# **Run Google Gemma Model on free google colab**
- Check Out AI Tools [Sohipm](https://www.sohipm.com)
- Follow me on [YouTube](https://www.youtube.com/channel/UCrWd_NG2P2i7gvIIY-9KwJw)
- Follow me on [LinkedIn](https://www.linkedin.com/in/rakesh-sahni/)
- Follow me on Twitter [@rakeshsahni_](https://twitter.com/rakeshsahni_)


# Setup

In [None]:
#@markdown **Library Installation**

from IPython.display import clear_output  # To keep the output clean

# Core library for working with large language models
!pip install git+https://github.com/huggingface/transformers.git

# Optimizes training on multiple GPUs/TPUs
!pip install git+https://github.com/huggingface/accelerate.git

# Reduces memory usage of models
!pip install bitsandbytes

# Accessing and preparing datasets
!pip install datasets

# Efficient fine-tuning techniques (LoRA, QLoRA)
!pip install peft

# Creating quick demos and interfaces for your models
!pip install gradio

clear_output()
print("\nDone")



Done


In [None]:
#@markdown **Environment Setup**
from google.colab import userdata
# userdata.get('<secretName>')

import numpy as np
import pandas as pd
import os
import json

import gradio as gr

import torch
import torch.nn as nn
import torch.nn.functional as F

from datasets import load_dataset

from peft import LoraConfig, get_peft_model

import transformers
from transformers import AutoModelForCausalLM, AutoTokenizer, BitsAndBytesConfig, TrainingArguments


clear_output()
print("\nDone")


Done


In [None]:
#@markdown **Create BitsAndBytesConfig**
# https://medium.com/@rakeshrajpurohit/model-quantization-with-hugging-face-transformers-and-bitsandbytes-integration-b4c9983e8996


quantization_config = BitsAndBytesConfig(
    # Load the model in 4-bit precision
    load_in_4bit=True,
    # Use double quantization for 4-bit precision
    bnb_4bit_use_double_quant=True,
    # Use the "nf4" quantization type (4-bit quantization with improved numerical stability)
    bnb_4bit_quant_type="nf4",
    # Set the compute dtype (data type for computations) to bfloat16 (Brain Floating Point 16)
    bnb_4bit_compute_dtype=torch.bfloat16, # torch.float16
)

# Clear the output of the notebook cell
clear_output()

print("\nDone")


Done


In [None]:
#@markdown **Load Tokenizer and Model**
model_id = "google/gemma-2b-it" #@param ["google/gemma-2b-it"]

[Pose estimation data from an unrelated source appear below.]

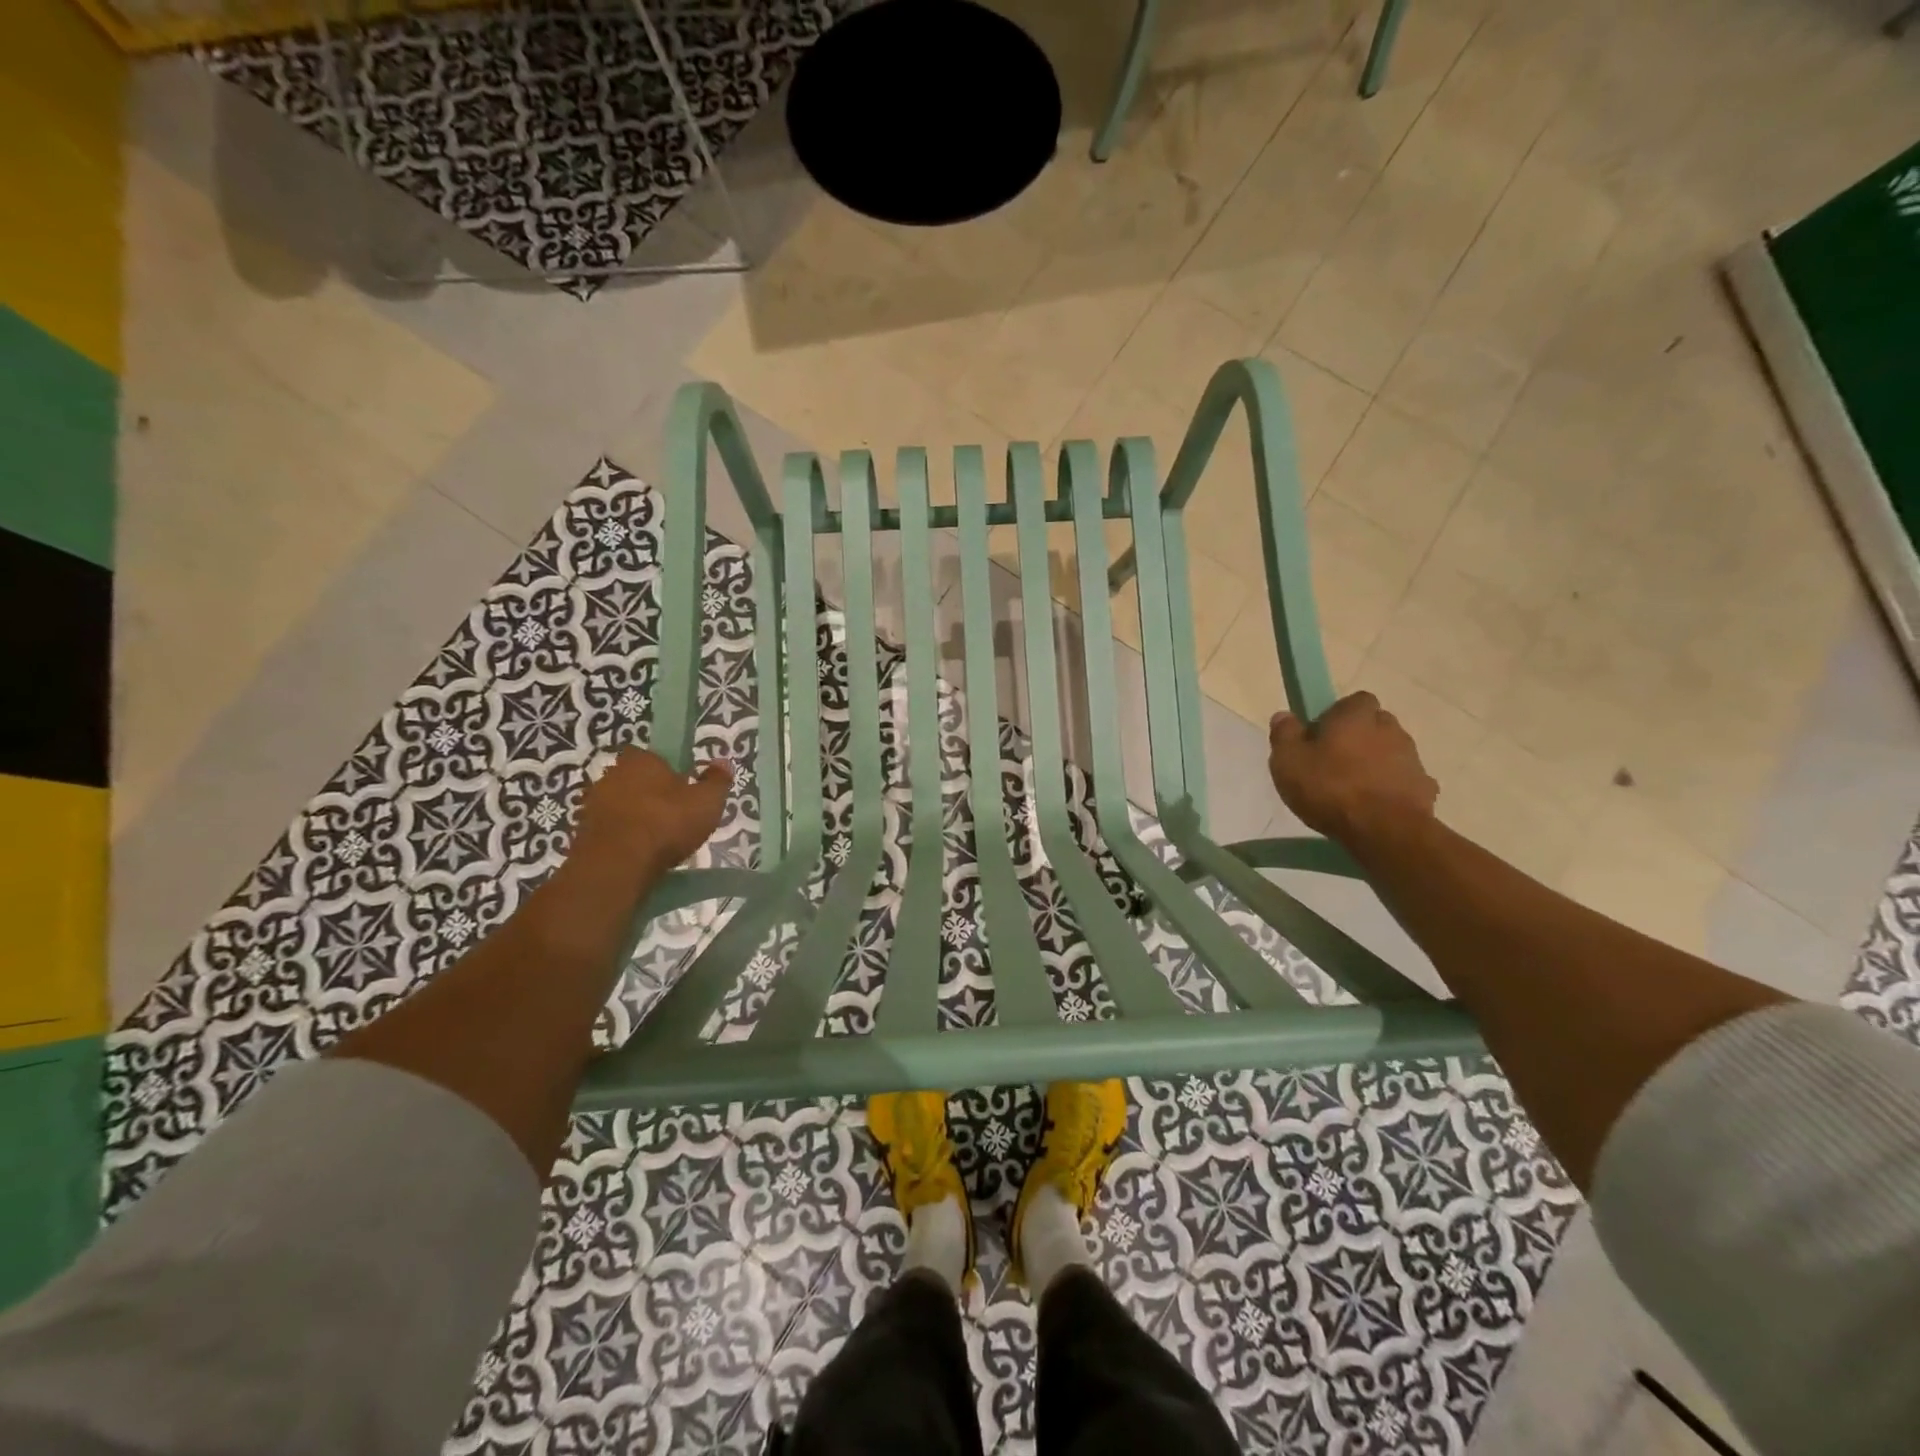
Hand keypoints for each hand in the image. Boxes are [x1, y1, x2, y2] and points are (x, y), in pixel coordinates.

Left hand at [571, 748, 733, 880]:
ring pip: (621, 806)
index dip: (668, 771)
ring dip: (636, 818)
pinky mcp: (582, 833)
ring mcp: (593, 804)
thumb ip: (717, 781)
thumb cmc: (666, 823)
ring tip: (659, 841)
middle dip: (652, 795)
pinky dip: (623, 839)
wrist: (616, 866)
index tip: (683, 789)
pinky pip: (611, 830)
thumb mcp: (707, 802)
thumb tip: (723, 761)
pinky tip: (640, 855)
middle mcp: (611, 774)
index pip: (653, 756)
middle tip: (674, 816)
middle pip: (636, 781)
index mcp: (640, 760)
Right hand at [1268, 692, 1437, 846]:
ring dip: (1375, 763)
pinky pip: (1404, 780)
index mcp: (1356, 716)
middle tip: (1333, 762)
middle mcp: (1390, 728)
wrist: (1384, 830)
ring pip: (1390, 752)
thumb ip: (1284, 734)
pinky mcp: (1425, 787)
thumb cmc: (1330, 788)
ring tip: (1352, 789)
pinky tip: (1374, 806)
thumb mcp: (1288, 761)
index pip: (1353, 701)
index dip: (1337, 715)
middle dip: (1358, 738)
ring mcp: (1412, 758)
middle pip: (1374, 725)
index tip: (1320, 736)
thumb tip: (1284, 716)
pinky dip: (1391, 788)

tokenizer = AutoTokenizer.from_pretrained(
    model_id,
    add_eos_token = True,
    token=userdata.get('HF_TOKEN'),
    trust_remote_code = True
)


model = AutoModelForCausalLM.from_pretrained(
    model_id,
    device_map="auto",
    quantization_config = quantization_config,
    # use_cache=False,
    # attn_implementation="flash_attention_2",
    token=userdata.get('HF_TOKEN'),
    trust_remote_code=True
    )

clear_output()
print("\nDone")


Done


In [None]:
#@markdown **Create predict fun to return model response**
responsePrompt = lambda x: f"<start_of_turn>user\nBelow is an instruction that describes a task. Write a response that appropriately completes the request.\nInstruction: {x}<end_of_turn>\n\n<start_of_turn>model\n"

def predict(message, history):

    text = responsePrompt(message)
    device = "cuda:0"
    # print(text)
    inputs = tokenizer(text, return_tensors="pt").to(device)
    outputs = model.generate(**inputs, max_new_tokens=1000)
    response = tokenizer.decode(outputs[0], skip_special_tokens=True)

    return response

In [None]:
print(responsePrompt("Hi there!"))

<start_of_turn>user
Below is an instruction that describes a task. Write a response that appropriately completes the request.
Instruction: Hi there!<end_of_turn>

<start_of_turn>model



In [None]:
#@markdown **Run Gradio ChatUI**
gr.ChatInterface(
    predict,
    examples = [
        "Write a quiz question with four options about the solar system, and also show the correct answer."
    ]
).launch()

Setting queue=True in a Colab notebook requires sharing enabled. Setting `share=True` (you can turn this off by setting `share=False` in `launch()` explicitly).

Colab notebook detected. To show errors in colab notebook, set debug=True in launch()
Running on public URL: https://00b33909bd0cf9a850.gradio.live

This share link expires in 72 hours. For free permanent hosting and GPU upgrades, run `gradio deploy` from Terminal to deploy to Spaces (https://huggingface.co/spaces)